In short
- Gender inequality persists in African research systems, especially in leadership and decision-making roles.
- Science granting councils shape research priorities, careers and knowledge production.
- The Gender Equality and Inclusivity project supported councils to integrate gender, equity and intersectionality into funding processes.
- Policy reforms, capacity building and monitoring can advance inclusive grant-making.
- Cultural change and sustained leadership are essential for lasting transformation.
Gender dynamics within research funding systems shape the quality, relevance and impact of the knowledge produced. Science granting councils across Africa have made strides to shift the needle towards more equitable science systems, while acknowledging persistent challenges. This article shares insights from the HSRC’s recently concluded Gender Equality and Inclusivity project, implemented under the Science Granting Councils Initiative.

Photo by Freepik
Across Africa and globally, women remain underrepresented in science, technology, engineering and mathematics (STEM), particularly in senior academic, research leadership and decision-making roles. Although the past decade has seen growth in the number of girls and women entering the STEM pipeline, closing the gender representation gap requires comprehensive interventions and a deeper understanding of how research systems function.

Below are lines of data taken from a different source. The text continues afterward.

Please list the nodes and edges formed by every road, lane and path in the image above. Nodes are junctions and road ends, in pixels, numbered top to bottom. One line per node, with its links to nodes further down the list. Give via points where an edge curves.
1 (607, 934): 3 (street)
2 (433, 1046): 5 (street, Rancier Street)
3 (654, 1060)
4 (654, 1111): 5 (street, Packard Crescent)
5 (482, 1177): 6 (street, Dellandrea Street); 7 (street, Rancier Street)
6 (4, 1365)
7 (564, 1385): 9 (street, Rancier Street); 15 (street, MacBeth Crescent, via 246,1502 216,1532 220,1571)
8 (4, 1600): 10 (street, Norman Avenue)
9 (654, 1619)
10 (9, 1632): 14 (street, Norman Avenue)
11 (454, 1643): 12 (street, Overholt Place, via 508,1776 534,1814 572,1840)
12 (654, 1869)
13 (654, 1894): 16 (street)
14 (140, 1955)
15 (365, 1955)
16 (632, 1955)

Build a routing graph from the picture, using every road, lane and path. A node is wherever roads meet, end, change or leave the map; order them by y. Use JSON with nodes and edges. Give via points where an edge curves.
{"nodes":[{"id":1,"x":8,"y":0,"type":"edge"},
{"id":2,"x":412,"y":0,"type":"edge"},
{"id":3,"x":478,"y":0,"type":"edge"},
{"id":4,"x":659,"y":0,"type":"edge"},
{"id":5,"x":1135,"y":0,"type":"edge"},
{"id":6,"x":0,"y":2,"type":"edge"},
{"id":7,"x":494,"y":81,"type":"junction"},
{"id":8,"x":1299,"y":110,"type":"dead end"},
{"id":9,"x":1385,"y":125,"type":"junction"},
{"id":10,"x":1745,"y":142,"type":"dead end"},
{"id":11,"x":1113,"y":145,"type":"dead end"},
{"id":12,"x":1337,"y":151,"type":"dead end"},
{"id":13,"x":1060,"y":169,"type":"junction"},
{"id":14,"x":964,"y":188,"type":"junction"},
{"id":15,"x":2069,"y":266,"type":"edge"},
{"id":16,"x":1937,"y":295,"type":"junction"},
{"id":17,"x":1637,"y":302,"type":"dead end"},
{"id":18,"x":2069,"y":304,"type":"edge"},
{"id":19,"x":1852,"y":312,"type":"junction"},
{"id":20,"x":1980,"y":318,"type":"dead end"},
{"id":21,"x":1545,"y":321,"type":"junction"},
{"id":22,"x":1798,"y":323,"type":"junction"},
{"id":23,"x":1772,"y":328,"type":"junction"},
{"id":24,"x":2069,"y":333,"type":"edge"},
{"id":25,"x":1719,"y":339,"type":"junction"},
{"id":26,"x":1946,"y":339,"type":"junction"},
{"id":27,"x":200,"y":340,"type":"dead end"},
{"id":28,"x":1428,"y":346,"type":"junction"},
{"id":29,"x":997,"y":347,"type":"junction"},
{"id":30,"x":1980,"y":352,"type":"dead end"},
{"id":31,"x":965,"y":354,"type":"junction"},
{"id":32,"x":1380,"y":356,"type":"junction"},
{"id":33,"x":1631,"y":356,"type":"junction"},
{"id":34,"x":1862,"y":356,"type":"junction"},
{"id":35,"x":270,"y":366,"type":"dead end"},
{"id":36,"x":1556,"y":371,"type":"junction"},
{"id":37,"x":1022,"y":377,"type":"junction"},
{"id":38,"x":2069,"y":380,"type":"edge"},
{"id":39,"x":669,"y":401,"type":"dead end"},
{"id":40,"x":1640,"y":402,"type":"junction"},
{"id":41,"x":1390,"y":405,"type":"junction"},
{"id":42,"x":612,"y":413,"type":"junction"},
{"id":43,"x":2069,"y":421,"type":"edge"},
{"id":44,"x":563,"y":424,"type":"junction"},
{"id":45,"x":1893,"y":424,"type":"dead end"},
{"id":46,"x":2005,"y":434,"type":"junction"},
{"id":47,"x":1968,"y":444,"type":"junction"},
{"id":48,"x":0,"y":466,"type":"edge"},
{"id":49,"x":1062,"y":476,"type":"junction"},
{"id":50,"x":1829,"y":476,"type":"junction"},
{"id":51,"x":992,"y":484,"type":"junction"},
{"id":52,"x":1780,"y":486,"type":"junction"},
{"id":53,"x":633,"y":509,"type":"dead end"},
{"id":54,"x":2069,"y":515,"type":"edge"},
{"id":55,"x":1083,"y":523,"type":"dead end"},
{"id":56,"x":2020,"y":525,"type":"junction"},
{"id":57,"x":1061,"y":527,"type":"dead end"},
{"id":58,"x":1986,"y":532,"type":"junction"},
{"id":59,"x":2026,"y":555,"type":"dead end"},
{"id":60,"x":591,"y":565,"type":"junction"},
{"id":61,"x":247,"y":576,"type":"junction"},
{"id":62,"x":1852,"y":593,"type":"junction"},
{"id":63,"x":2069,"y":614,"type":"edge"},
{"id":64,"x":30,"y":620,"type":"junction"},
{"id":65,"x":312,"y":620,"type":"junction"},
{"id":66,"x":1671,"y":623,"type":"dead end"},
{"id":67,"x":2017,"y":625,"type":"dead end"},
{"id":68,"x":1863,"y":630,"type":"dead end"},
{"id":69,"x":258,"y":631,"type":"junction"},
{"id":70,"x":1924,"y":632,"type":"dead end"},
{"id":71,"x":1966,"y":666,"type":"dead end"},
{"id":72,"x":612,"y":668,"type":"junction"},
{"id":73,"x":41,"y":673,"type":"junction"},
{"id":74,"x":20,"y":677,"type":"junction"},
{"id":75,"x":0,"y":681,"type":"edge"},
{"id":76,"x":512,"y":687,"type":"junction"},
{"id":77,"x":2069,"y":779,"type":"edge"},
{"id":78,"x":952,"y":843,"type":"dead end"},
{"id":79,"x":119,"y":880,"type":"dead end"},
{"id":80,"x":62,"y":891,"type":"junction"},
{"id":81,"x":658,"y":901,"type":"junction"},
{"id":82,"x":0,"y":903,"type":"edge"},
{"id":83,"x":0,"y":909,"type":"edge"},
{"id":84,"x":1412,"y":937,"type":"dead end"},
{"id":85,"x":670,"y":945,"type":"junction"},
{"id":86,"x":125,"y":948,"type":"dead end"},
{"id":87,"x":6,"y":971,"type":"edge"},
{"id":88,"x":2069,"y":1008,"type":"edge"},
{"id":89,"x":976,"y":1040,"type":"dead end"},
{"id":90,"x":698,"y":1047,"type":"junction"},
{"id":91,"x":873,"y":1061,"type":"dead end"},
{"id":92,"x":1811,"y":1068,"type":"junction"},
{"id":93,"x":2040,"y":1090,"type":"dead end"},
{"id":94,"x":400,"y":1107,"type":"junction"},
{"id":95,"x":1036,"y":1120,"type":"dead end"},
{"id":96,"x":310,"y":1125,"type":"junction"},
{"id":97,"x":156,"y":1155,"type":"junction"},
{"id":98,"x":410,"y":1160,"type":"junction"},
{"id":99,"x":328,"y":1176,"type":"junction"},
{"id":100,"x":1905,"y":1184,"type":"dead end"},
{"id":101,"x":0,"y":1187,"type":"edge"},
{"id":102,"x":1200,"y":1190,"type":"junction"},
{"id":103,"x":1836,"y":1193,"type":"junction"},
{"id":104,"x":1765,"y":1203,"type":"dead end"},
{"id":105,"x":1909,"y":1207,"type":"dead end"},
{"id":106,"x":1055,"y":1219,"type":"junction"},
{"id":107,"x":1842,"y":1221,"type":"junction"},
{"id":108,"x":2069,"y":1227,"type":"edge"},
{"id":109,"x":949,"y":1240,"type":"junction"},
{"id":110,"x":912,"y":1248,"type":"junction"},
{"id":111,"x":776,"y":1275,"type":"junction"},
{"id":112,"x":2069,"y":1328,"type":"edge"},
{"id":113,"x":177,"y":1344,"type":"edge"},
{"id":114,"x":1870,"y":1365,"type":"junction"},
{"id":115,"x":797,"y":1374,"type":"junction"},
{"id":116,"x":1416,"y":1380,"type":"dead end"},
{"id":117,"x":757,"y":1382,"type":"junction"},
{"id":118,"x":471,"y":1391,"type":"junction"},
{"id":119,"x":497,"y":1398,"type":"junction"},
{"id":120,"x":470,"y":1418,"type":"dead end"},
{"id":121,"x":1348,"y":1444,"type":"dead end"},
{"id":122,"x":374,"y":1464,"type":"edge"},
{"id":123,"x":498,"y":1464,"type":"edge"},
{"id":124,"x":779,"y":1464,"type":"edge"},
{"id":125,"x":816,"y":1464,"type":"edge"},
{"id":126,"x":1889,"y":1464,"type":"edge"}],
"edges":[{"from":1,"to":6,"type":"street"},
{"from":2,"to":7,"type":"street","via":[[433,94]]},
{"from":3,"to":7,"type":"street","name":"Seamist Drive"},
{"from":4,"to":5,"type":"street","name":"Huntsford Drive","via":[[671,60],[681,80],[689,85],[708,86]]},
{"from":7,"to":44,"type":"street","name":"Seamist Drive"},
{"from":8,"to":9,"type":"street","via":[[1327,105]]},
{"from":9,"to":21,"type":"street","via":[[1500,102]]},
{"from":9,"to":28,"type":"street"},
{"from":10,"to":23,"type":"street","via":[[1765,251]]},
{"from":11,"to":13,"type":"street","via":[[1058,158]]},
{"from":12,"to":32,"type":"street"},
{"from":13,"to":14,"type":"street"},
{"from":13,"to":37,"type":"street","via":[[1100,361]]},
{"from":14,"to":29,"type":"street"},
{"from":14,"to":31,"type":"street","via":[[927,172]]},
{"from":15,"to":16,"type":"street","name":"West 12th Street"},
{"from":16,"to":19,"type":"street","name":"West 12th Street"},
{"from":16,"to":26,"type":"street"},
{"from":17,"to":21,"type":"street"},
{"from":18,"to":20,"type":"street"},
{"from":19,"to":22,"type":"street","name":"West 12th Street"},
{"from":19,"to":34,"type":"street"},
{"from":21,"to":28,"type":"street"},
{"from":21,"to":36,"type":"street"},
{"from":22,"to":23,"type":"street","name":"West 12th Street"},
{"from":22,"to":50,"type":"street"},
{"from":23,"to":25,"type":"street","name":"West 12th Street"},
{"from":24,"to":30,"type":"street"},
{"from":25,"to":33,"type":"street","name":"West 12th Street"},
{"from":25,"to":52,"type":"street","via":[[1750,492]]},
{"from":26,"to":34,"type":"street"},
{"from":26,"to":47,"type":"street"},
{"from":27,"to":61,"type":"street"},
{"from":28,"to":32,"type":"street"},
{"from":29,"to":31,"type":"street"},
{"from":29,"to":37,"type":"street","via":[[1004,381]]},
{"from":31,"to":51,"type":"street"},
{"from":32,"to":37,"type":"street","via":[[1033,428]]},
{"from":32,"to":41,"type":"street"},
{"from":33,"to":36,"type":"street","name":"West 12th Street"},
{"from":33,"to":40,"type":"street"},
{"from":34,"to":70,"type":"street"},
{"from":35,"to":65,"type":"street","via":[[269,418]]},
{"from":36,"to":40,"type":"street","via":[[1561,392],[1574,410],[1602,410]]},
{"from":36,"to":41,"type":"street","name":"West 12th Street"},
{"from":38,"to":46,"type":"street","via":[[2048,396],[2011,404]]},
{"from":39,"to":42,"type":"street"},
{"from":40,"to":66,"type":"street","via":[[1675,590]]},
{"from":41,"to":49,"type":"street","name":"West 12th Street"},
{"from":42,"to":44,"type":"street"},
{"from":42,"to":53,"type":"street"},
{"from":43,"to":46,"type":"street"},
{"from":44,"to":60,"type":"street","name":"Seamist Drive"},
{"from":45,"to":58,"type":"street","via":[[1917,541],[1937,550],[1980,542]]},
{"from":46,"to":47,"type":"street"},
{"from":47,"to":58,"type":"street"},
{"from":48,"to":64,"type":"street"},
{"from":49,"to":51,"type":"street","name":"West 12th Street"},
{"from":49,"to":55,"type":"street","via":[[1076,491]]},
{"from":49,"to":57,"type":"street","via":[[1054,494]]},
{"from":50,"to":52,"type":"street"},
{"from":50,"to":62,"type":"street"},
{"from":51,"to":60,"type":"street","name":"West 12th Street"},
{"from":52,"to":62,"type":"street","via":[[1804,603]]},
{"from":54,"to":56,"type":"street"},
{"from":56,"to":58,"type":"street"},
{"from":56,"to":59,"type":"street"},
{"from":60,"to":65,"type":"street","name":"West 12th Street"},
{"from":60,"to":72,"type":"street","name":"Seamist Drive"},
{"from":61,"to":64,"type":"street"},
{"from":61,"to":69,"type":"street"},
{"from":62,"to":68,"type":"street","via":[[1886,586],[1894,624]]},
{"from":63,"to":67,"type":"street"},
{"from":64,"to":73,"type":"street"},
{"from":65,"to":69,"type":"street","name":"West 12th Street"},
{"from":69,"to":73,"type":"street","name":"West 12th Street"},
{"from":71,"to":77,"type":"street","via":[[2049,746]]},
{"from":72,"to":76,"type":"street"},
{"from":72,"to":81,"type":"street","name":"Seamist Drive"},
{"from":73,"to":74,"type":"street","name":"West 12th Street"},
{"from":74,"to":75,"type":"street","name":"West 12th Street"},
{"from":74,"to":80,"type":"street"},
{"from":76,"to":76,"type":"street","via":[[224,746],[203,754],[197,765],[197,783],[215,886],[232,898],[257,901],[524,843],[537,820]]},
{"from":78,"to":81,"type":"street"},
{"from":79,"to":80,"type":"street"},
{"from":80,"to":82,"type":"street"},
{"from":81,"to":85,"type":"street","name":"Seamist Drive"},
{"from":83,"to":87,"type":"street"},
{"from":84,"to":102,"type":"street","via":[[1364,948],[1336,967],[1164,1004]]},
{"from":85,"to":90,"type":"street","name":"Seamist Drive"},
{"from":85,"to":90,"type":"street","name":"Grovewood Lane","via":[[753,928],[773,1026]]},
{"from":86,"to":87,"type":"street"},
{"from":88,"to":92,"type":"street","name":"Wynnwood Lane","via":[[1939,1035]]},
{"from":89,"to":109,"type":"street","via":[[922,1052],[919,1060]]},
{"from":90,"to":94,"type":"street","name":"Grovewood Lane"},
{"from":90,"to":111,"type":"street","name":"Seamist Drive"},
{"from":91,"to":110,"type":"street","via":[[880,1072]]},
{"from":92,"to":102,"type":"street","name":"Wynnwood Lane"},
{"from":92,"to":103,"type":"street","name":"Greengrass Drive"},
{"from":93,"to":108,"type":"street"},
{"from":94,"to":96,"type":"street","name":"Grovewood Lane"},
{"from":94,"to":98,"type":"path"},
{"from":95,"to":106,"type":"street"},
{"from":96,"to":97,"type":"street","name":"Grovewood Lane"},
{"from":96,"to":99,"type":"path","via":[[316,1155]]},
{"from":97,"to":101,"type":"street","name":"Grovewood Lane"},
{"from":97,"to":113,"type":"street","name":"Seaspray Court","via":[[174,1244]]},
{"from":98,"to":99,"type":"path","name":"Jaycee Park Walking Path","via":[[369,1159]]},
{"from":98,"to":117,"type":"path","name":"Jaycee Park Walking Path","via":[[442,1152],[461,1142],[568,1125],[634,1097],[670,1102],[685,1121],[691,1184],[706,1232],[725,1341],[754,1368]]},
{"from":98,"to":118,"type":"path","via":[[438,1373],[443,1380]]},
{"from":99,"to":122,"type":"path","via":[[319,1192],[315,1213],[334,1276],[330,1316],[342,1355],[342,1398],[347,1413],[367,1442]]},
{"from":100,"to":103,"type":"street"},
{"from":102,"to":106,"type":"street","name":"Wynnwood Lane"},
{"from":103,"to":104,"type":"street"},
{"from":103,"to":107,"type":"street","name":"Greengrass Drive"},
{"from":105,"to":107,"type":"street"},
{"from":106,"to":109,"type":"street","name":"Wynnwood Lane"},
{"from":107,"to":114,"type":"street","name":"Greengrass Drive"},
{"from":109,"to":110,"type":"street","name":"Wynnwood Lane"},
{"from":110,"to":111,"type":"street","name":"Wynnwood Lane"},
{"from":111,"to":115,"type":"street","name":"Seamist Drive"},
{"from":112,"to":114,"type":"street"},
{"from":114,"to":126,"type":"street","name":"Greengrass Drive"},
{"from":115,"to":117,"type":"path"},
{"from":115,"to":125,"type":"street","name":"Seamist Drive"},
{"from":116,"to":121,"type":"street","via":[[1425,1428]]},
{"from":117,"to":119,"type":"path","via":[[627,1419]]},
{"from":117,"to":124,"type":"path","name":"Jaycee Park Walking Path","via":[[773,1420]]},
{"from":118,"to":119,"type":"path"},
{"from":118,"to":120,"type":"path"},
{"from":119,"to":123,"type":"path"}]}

The research ecosystem is shaped by funding priorities, review processes, definitions of excellence and institutional cultures. Gender equality in science is therefore not only about participation, but also a systemic and funding issue. Science granting councils are powerful actors in this system. They determine which questions are prioritised, which disciplines are resourced, whose expertise is recognised and what knowledge is valued.
Funding criteria shape career trajectories, institutional prestige and national innovation agendas. When funding systems overlook gendered realities or fail to interrogate bias, they can unintentionally reproduce inequality. On the other hand, when funding is designed with equity and inclusion in mind, it can expand participation and enhance the social relevance and quality of research outcomes.
It was within this context of challenges that the Gender Equality and Inclusivity (GEI) Project was implemented under the Science Granting Councils Initiative (SGCI). It was led by the Human Sciences Research Council in partnership with Jive Media Africa, members from the Council for the Development of Social Science Research in Africa (CODESRIA) and Portia-Gender in Science.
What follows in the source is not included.